-- Work to complete --
Type out each record word for word. Pictures stay out.

-- Data shown --
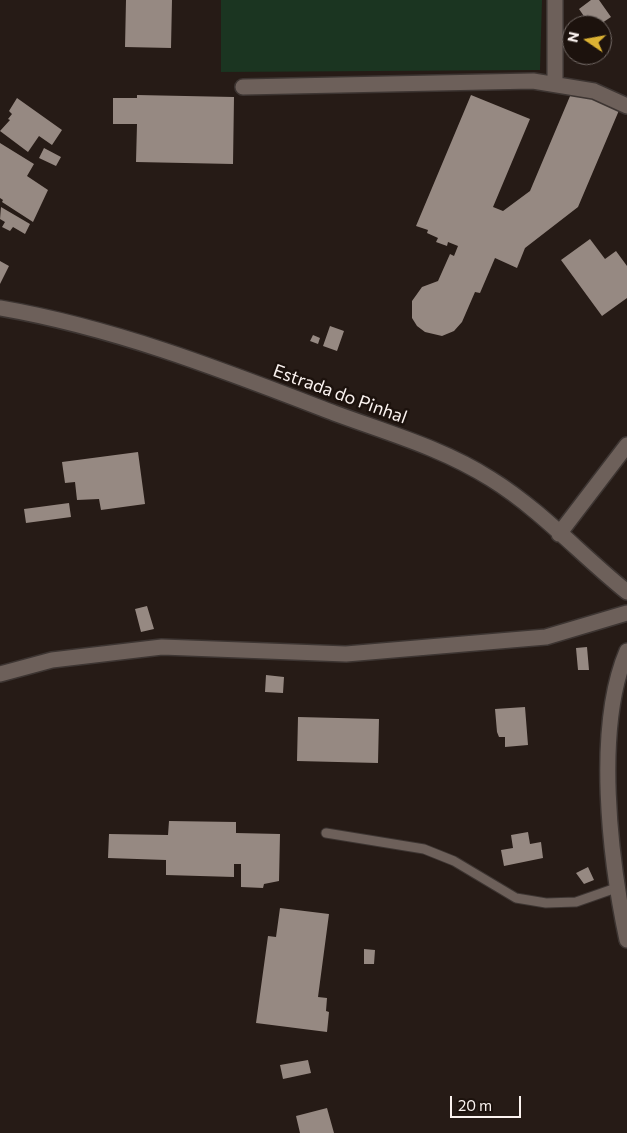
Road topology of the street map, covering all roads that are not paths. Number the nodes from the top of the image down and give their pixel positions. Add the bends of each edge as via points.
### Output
1 (556, 0) edge
2 (555, 83) junction
3 (243, 87) dead end
4 (627, 106) edge
5 (0, 308) edge
6 (627, 445) edge
7 (559, 534) junction
8 (627, 592) edge
9 (627, 613) edge
10 (627, 652) edge
11 (0, 674) edge
12 (326, 833) dead end
13 (616, 888) junction
14 (627, 940) edge

1 - 2 street
2 - 3 street
2 - 4 street via 594,91
5 - 7 street, Estrada do Pinhal via 138,342 426,446 456,459 530,505
6 - 7 street
7 - 8 street, Estrada do Pinhal
9 - 11 street via 546,637 346,654 162,647 52,660
10 - 13 street via 616,687 609,741 609,822
12 - 13 lane via 424,849 454,861 516,898 546,903 576,902
13 - 14 street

-- Response to this task --
Road topology of the street map, covering all roads that are not paths. Number the nodes from the top of the image down and give their pixel positions. Add the bends of each edge as via points.
### Output
1 (556, 0) edge
2 (555, 83) junction
3 (243, 87) dead end
4 (627, 106) edge
5 (0, 308) edge
6 (627, 445) edge
7 (559, 534) junction
8 (627, 592) edge
9 (627, 613) edge
10 (627, 652) edge
11 (0, 674) edge
12 (326, 833) dead end
13 (616, 888) junction
14 (627, 940) edge

1 - 2 street
2 - 3 street
2 - 4 street via 594,91
5 - 7 street, Estrada do Pinhal via 138,342 426,446 456,459 530,505
6 - 7 street
7 - 8 street, Estrada do Pinhal
9 - 11 street via 546,637 346,654 162,647 52,660
10 - 13 street via 616,687 609,741 609,822
12 - 13 lane via 424,849 454,861 516,898 546,903 576,902
13 - 14 street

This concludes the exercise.